The Porters envisioned Mansfield Blvd. and the nearby area as an “educational corridor.” They left land for expansion, before they even knew that one day, Pasco-Hernando State College (PHSC) would take root in Wiregrass.

Also before the mall opened, says Scott Sheridan, the Locust Branch COO, the land for what would become Florida Hospital Wesley Chapel (FHWC) already had been sold as well.

Porter, who grew up on the land where the hospital now sits, remembers his own long trips to what was then called University Community Hospital (and is now Florida Hospital Tampa) on E. Fletcher Ave., “where we would have to go when I was an idiot as a kid and did something stupid,’’ he jokes.

That’s why FHWC is special to Porter.

“It filled an important need for everyone out here,’’ he says, and if you make him pick the crown jewel of his work developing Wiregrass Ranch, he does point to the hospital.
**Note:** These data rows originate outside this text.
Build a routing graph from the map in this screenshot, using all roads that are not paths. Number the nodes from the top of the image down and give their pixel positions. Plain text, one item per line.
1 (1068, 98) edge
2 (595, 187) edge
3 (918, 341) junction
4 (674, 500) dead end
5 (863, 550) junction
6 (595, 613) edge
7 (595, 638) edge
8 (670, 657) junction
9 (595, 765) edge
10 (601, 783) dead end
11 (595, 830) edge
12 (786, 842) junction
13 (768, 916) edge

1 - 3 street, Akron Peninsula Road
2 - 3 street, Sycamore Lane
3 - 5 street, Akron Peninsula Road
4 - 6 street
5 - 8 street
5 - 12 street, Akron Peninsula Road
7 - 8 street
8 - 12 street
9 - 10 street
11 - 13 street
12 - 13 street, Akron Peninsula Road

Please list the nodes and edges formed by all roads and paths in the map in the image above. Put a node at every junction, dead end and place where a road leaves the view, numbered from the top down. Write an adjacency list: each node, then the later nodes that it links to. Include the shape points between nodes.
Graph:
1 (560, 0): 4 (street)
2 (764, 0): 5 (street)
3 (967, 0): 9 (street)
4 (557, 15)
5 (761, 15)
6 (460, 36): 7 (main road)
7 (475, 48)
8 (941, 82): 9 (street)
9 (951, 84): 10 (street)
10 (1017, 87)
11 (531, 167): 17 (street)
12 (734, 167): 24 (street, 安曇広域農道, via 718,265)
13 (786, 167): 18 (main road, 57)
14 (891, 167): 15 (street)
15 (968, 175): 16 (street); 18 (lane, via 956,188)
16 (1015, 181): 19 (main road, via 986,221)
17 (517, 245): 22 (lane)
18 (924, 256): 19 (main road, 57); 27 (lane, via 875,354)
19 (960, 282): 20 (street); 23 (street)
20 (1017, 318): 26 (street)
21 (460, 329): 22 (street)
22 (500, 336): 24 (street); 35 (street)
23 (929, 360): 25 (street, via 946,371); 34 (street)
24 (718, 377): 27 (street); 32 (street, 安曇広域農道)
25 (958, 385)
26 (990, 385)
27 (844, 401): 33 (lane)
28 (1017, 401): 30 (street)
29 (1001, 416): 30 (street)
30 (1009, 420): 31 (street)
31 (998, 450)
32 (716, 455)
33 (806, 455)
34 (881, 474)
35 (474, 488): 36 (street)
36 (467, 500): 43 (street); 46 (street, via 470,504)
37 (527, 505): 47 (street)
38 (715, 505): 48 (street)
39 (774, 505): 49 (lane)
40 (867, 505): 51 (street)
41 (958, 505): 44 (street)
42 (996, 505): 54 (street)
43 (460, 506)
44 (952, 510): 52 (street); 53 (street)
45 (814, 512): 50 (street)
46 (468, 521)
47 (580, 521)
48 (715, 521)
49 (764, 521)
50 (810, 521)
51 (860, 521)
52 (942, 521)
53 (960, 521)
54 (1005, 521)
He says it was given a sweetheart deal to pick up an additional 16 acres when it was trying to buy just 40, because Porter was convinced it would grow and create more jobs in the area. He was proven right, as FHWC has already expanded once and still has room to continue growing.
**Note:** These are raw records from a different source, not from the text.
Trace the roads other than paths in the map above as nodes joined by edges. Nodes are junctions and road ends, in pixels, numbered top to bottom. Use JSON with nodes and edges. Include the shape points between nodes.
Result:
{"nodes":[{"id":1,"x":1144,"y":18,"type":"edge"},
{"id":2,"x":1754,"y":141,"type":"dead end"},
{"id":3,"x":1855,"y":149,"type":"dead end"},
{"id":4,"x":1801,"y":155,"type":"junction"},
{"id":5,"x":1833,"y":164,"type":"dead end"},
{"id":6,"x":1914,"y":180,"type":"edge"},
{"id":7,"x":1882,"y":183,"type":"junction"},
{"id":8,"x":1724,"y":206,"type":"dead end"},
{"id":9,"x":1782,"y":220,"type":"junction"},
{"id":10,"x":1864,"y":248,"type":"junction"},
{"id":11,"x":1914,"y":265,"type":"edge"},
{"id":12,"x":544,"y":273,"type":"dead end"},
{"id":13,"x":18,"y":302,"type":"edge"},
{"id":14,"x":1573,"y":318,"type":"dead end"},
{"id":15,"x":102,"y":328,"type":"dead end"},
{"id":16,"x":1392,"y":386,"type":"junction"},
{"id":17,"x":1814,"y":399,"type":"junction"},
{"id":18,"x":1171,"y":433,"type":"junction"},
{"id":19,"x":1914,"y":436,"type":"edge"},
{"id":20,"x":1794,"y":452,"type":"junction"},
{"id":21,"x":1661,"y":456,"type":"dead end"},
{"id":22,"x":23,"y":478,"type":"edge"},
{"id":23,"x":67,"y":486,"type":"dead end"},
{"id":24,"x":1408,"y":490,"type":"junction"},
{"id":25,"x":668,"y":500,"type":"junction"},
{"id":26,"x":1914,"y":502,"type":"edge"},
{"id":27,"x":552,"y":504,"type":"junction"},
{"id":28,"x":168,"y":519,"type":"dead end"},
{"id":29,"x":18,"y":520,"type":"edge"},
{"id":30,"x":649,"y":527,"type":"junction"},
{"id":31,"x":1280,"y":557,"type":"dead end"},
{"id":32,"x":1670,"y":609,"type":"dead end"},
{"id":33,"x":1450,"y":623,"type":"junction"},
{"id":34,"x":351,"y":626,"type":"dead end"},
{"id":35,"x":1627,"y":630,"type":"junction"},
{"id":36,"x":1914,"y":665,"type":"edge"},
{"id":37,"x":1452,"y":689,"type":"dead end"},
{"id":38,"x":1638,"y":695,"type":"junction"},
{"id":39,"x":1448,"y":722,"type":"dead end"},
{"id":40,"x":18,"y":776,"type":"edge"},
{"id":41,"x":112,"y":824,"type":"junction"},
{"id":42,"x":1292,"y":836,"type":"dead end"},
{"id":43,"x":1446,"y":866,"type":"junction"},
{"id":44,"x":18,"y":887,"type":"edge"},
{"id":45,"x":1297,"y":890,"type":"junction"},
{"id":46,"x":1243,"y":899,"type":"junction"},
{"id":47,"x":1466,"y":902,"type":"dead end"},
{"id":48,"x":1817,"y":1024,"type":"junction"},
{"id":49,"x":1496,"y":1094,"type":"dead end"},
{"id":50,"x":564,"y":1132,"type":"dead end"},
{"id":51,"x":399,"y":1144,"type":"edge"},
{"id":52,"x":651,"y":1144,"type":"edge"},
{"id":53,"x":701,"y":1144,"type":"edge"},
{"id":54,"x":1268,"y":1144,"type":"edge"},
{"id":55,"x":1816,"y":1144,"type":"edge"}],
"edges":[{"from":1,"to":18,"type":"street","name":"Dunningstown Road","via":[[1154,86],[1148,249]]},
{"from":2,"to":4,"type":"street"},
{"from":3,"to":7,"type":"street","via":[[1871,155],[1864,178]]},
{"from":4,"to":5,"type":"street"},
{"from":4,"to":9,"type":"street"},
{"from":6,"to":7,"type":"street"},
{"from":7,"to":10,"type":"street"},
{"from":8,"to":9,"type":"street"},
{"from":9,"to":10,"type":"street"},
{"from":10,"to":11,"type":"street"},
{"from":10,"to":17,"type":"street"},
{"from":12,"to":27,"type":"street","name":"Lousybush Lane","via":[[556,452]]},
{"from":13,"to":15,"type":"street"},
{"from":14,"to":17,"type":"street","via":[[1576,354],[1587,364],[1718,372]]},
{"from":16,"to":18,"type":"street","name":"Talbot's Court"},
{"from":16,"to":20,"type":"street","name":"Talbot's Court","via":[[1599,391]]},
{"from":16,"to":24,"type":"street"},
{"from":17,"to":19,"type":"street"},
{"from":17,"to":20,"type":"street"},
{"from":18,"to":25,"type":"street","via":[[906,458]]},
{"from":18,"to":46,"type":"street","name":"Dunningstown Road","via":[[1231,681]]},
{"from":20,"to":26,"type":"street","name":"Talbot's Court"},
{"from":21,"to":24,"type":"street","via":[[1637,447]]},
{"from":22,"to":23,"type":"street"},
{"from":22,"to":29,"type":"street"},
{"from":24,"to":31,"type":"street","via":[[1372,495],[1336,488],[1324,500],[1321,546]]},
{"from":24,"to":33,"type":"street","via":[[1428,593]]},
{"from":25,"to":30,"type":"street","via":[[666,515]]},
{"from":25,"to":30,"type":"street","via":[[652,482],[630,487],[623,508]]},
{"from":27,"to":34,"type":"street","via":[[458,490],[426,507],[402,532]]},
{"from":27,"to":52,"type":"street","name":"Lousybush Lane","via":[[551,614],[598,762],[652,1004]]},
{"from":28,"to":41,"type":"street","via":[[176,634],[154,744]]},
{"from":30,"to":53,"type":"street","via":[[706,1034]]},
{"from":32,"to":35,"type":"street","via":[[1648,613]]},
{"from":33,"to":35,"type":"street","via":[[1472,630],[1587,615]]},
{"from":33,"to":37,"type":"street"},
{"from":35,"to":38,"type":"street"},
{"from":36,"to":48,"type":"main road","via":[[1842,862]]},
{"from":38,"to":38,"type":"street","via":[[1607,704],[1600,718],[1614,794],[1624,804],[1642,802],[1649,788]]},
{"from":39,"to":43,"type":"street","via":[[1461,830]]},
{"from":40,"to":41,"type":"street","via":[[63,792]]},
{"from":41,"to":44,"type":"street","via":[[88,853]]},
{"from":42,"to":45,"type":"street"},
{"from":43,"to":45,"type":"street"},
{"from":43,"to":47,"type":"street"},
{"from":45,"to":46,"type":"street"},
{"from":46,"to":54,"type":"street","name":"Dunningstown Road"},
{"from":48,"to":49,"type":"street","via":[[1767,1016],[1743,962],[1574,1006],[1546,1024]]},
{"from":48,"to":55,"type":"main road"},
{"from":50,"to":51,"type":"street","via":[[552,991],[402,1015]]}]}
Porter also takes pride in being right about Raymond James Financial, which was announced in 2011 and has been a long and painstaking process. After years of doubts fueled partly by T. Rowe Price scrapping plans in 2014 to expand to Pasco County, land is finally being moved at the 65-acre Raymond James site at S.R. 56 and Mansfield Blvd.

Although a proponent of small busines, Porter,  says Raymond James, with the potential influx of 5,000 jobs into Wesley Chapel and a huge effect on surrounding businesses and developments, is a game-changer.

Some things, like the fact that Wiregrass Ranch has four power substations when Porter says most areas are lucky to have two, aren’t as heralded as a new business but are invaluable in attracting them, especially those in technology and medical.

While people eagerly await the next big thing and bask in the big splashes the developer family has made, Porter thinks sometimes, major things like the North Tampa Behavioral Health (NTBH) Hospital on S.R. 56 east of Mansfield Blvd. and the Beach House at Wiregrass Ranch assisted living & memory care facility get somewhat overlooked.

But, NTBH already is expanding too, as it is adding a veterans wing.

“Those are home runs anywhere else,’’ Porter says.

In a short time, the Porter family has delivered on its vision to provide things the community needs, even at the expense of their bank account. Schools, a mall and a hospital are things that some communities wait a lifetime for.

A sports complex on land the Porters donated (see page 4) is working its way through governmental approval, luxurious homes, apartments and condos will soon fill in the DRI along with an age-restricted community, and land is set aside for two additional new elementary schools and a state-of-the-art town center is on the horizon as well.

Porter and his family aren’t done yet. Not even close, really. Consider: despite all of the recent growth and expansion, Wiregrass Ranch is only 17 percent developed, a fact that drew a few gasps at the EDC meeting.

“Still in its infancy stages,’’ Porter says.

In the next 20 years, Porter says he’d like to make 20 more big announcements, and thinks he will. He hinted at the reveal of a big project by the end of the year, something bigger than Wiregrass Ranch  has seen before.

But, Porter says, we’ll just have to wait for that one.

“The best is yet to come,’’ he says.